Indeed, the evidence points to just that as the cause of the crash. Zobayan lost sight of the ground as he flew into high terrain, and not knowing what was up and what was down, he then quickly lost control of the helicopter, which crashed at a high rate of speed into the earth. If it’s any consolation, and it might well be, it was over instantly for all nine human beings aboard.


Am I angry at Zobayan? You bet I am. A year later, I’m still angrier than a polite vocabulary will allow me to express. All the evidence points to the conclusion that Zobayan knowingly flew into weather conditions that were below legal minimums, hoping that they’d improve.

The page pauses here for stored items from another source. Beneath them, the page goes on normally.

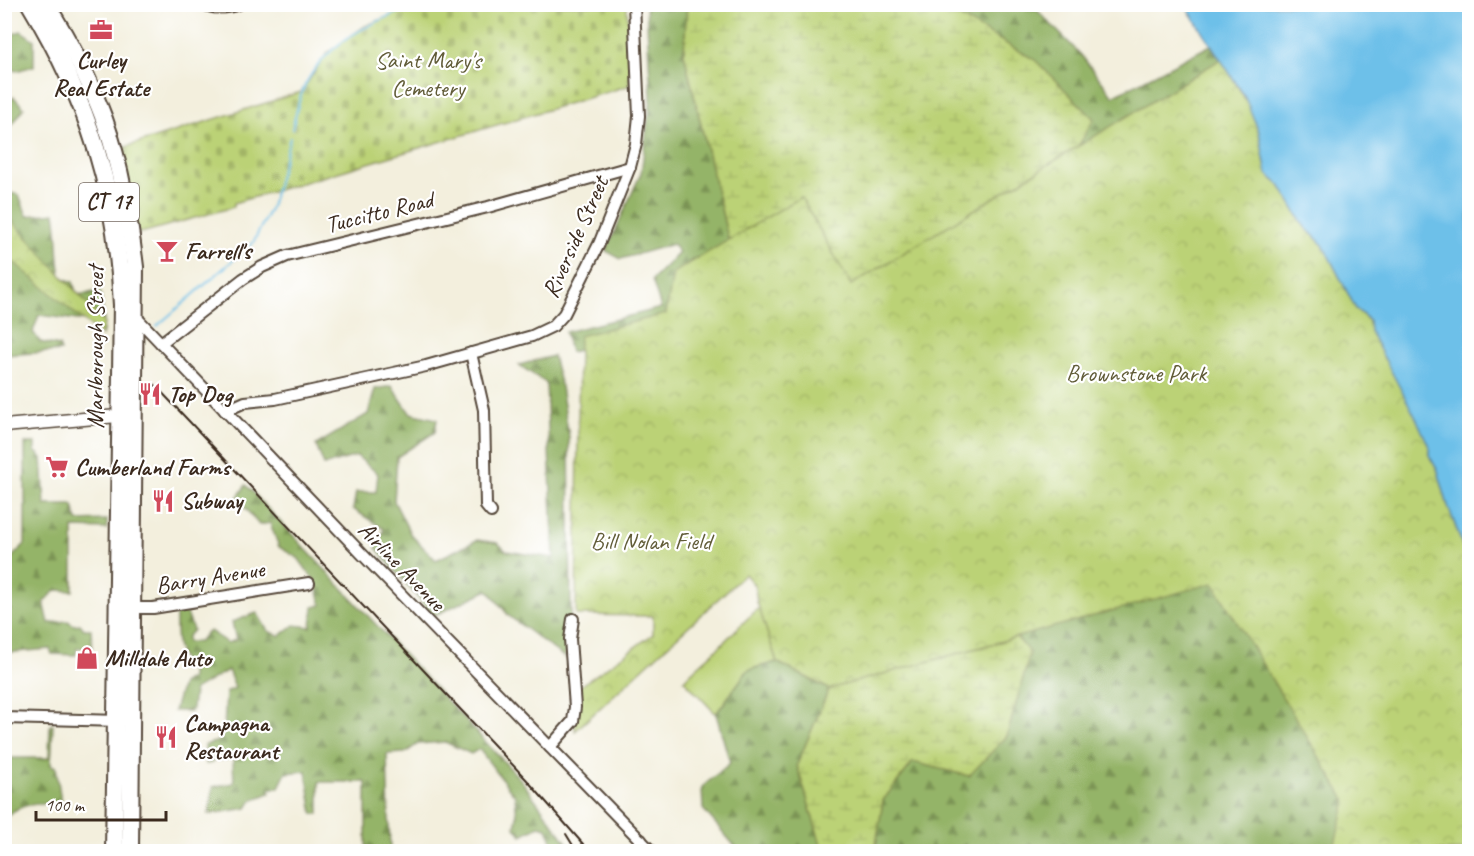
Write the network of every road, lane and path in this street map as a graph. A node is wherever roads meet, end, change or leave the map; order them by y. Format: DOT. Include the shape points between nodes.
graph roads {
  1 [pos="30,4"];
  2 [pos="46,4"];
  3 [pos="204,4"];
  4 [pos="239,4"];
  5 [pos="634,4"];
  6 [pos="630,167"];
  7 [pos="129,318"];
  8 [pos="161,343"];
  9 [pos="471,353"];
  10 [pos="225,411"];
  11 [pos="127,415"];
  12 [pos="4,426"];
  13 [pos="491,512"];
  14 [pos="309,583"];
  15 [pos="125,607"];
  16 [pos="573,619"];
  17 [pos="4,718"];
  18 [pos="124,721"];
  19 [pos="550,747"];
  20 [pos="640,840"];
  21 [pos="114,852"];
  22 [pos="130,852"];
  23 [pos="637,852"];
  24 [pos="652,852"];
  1 -- 7 [label="highway, Marlborough Street / CT 17" via="76,89 98,151"];
  2 -- 7 [label="highway, Marlborough Street / CT 17" via="79,62 105,122 115,157 135,267"];
  3 -- 4 [label="street" via="226,8"];
  5 -- 6 [label="street, Riverside Street" via="639,116"];
  6 -- 8 [label="street, Tuccitto Road" via="488,207 287,256 243,279"];
  6 -- 9 [label="street, Riverside Street" via="594,255 559,321 532,336"];
  7 -- 8 [label="street, Airline Avenue"];
  7 -- 11 [label="highway, Marlborough Street / CT 17"];
  8 -- 10 [label="street, Airline Avenue"];
  9 -- 10 [label="street, Riverside Street" via="275,399 245,402"];
  9 -- 13 [label="street" via="484,410 485,502"];
  10 -- 19 [label="street, Airline Avenue"];
  11 -- 12 [label="street"];
  11 -- 15 [label="highway, Marlborough Street / CT 17"];
  14 -- 15 [label="street, Barry Avenue" via="153,608"];
  15 -- 18 [label="highway, Marlborough Street / CT 17"];
  16 -- 19 [label="street" via="573,721"];
  17 -- 18 [label="street"];
  18 -- 21 [label="highway, Marlborough Street / CT 17"];
  18 -- 22 [label="highway, Marlborough Street / CT 17"];
  19 -- 20 [label="street, Airline Avenue"];
  20 -- 23 [label="street"];
  20 -- 24 [label="street, Airline Avenue"];
}
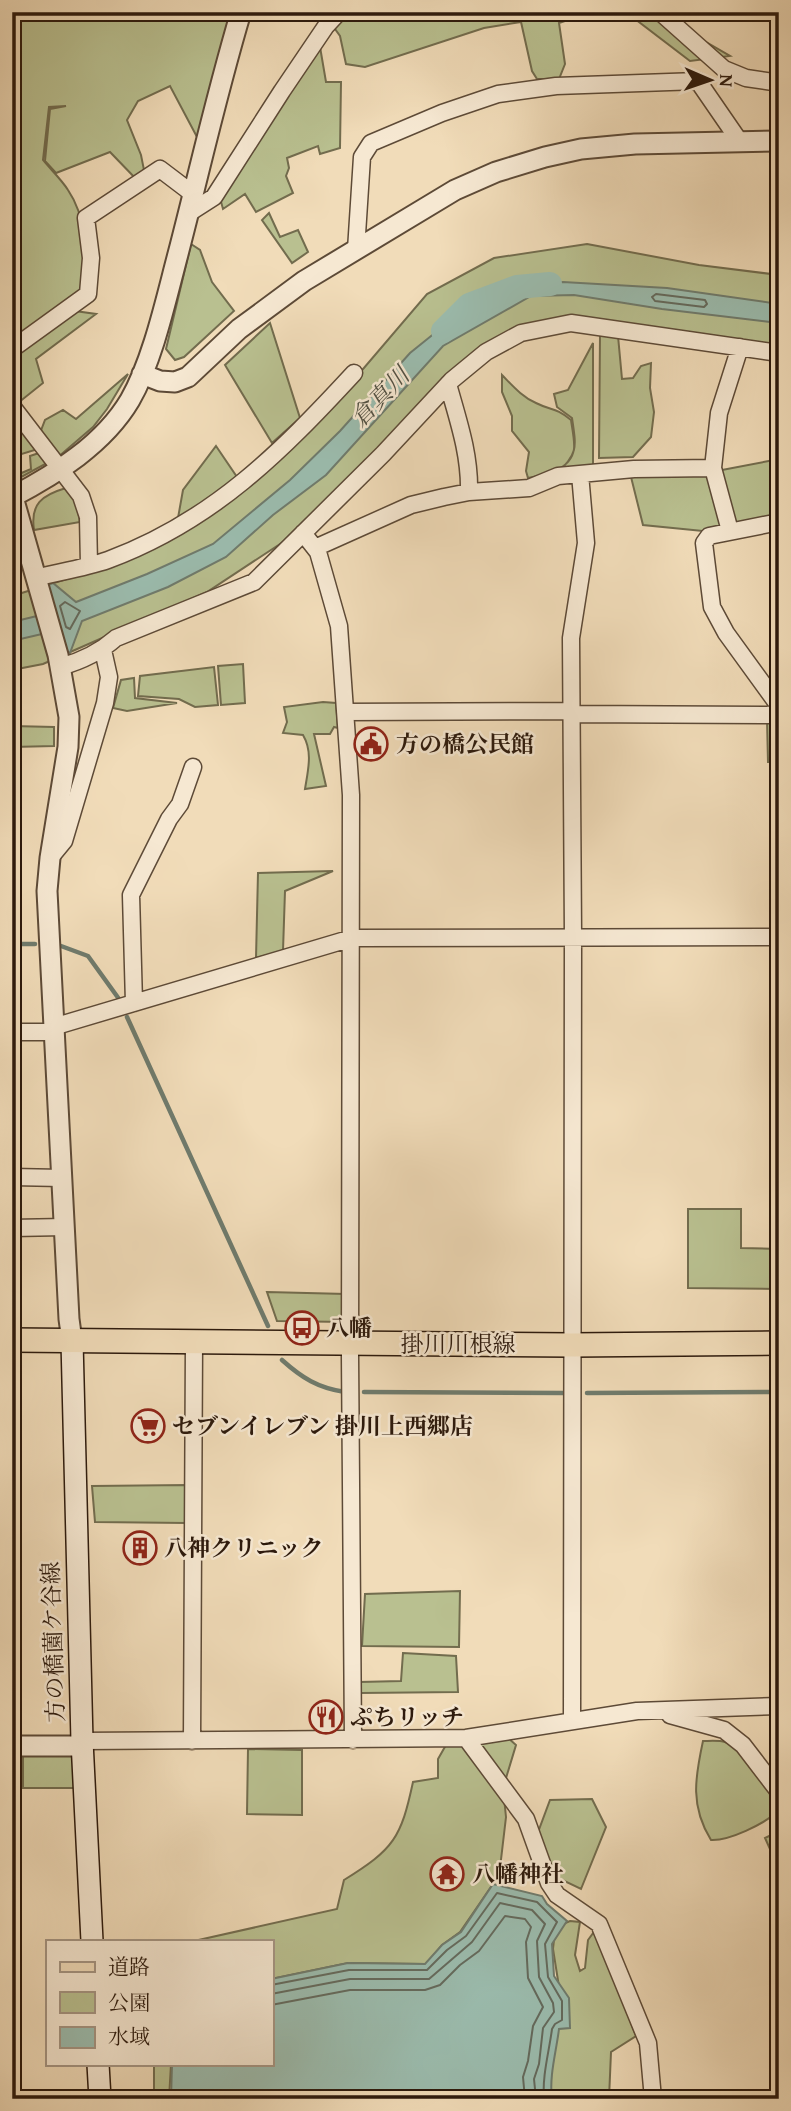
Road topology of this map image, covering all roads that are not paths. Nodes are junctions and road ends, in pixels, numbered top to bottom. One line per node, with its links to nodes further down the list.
1 (241, 12): 9 (street)
2 (339, 12): 9 (street)
3 (660, 12): 5 (street)
4 (684, 12): 5 (street)
5 (691, 40): 6 (street)
6 (779, 86)
7 (779, 141): 8 (street)
8 (740, 142): 10 (street); 10 (street)
9 (191, 204): 12 (street); 15 (street)
10 (356, 250): 15 (street)
11 (740, 347): 13 (street); 16 (street); 19 (street)
12 (12, 349)
13 (779, 353)
14 (355, 373): 27 (street)
15 (142, 374): 18 (street)
16 (448, 384): 21 (street); 25 (street)
17 (12, 406): 18 (street)
18 (62, 468): 22 (street); 27 (street)
19 (713, 468): 20 (street); 24 (street)
20 (580, 474): 21 (street); 34 (street)
21 (469, 492): 26 (street)
22 (13, 497): 28 (street)
23 (779, 522): 24 (street)
24 (730, 531): 31 (street)
25 (303, 533): 26 (street); 29 (street)
26 (315, 548): 32 (street)
27 (89, 565): 28 (street)
28 (36, 583): 30 (street)
29 (103, 650): 30 (street); 36 (street)
30 (59, 661): 36 (street)
31 (779, 706)
32 (345, 712): 34 (street); 39 (street)
33 (779, 712): 34 (street)
34 (572, 713): 37 (street)
35 (193, 766): 40 (street)
36 (50, 858): 41 (street)
37 (573, 937): 38 (street); 39 (street); 52 (street)
38 (779, 937)
39 (352, 938): 40 (street); 50 (street)
40 (134, 1003): 41 (street)
41 (53, 1030): 42 (street); 44 (street)
42 (12, 1032)
43 (12, 1177): 44 (street)
44 (62, 1178): 45 (street)
45 (65, 1227): 46 (street); 48 (street)
46 (12, 1228)
47 (12, 1340): 48 (main road, 掛川川根線)
48 (72, 1341): 49 (main road, 掛川川根線); 59 (main road, 方の橋薗ケ谷線)
49 (194, 1342): 50 (main road, 掛川川根線); 58 (street)
50 (350, 1343): 52 (main road, 掛川川根線); 57 (street)
51 (779, 1343): 52 (main road, 掛川川根線)
52 (572, 1345): 55 (street)
53 (779, 1706): 54 (street)
54 (654, 1710): 55 (street); 61 (street)
55 (572, 1721): 56 (street)
56 (466, 1738): 57 (street); 65 (street)
57 (352, 1740): 58 (street)
58 (192, 1741): 59 (street)
59 (82, 1744): 60 (street); 62 (main road, 方の橋薗ケ谷線)
60 (12, 1746)
61 (779, 1791)
62 (92, 1940)
63 (98, 2066): 64 (main road)
64 (100, 2099)
65 (653, 2099)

In doing so, he most probably painted himself and his eight passengers into a corner, where they all needed to count on the luck of a sudden improvement if they were to survive. And he and his eight passengers paid with their lives for this act of wishful thinking.

Ara Zobayan was by all accounts a very nice man. A nice man who, the evidence strongly suggests, made a stupid mistake.  

The NTSB final report on the crash will come out at some point—my guess is this summer. And the weird part of it is, there’s likely to be nothing in it we don’t already know. The crash had such an impact on so many people who adored Kobe and who are still dealing with the trauma of the loss that the accident has been dissected probably more than any other in history. There were no recorders for the NTSB to use to base their judgments on, and that’s a blessing. And there don’t have to be. It seems like we all knew what happened a few days after the sad news started to filter out.

The pilot knowingly flew into bad weather and crashed. It was a tragedy that was entirely preventable. That last part will provide solace to absolutely no one.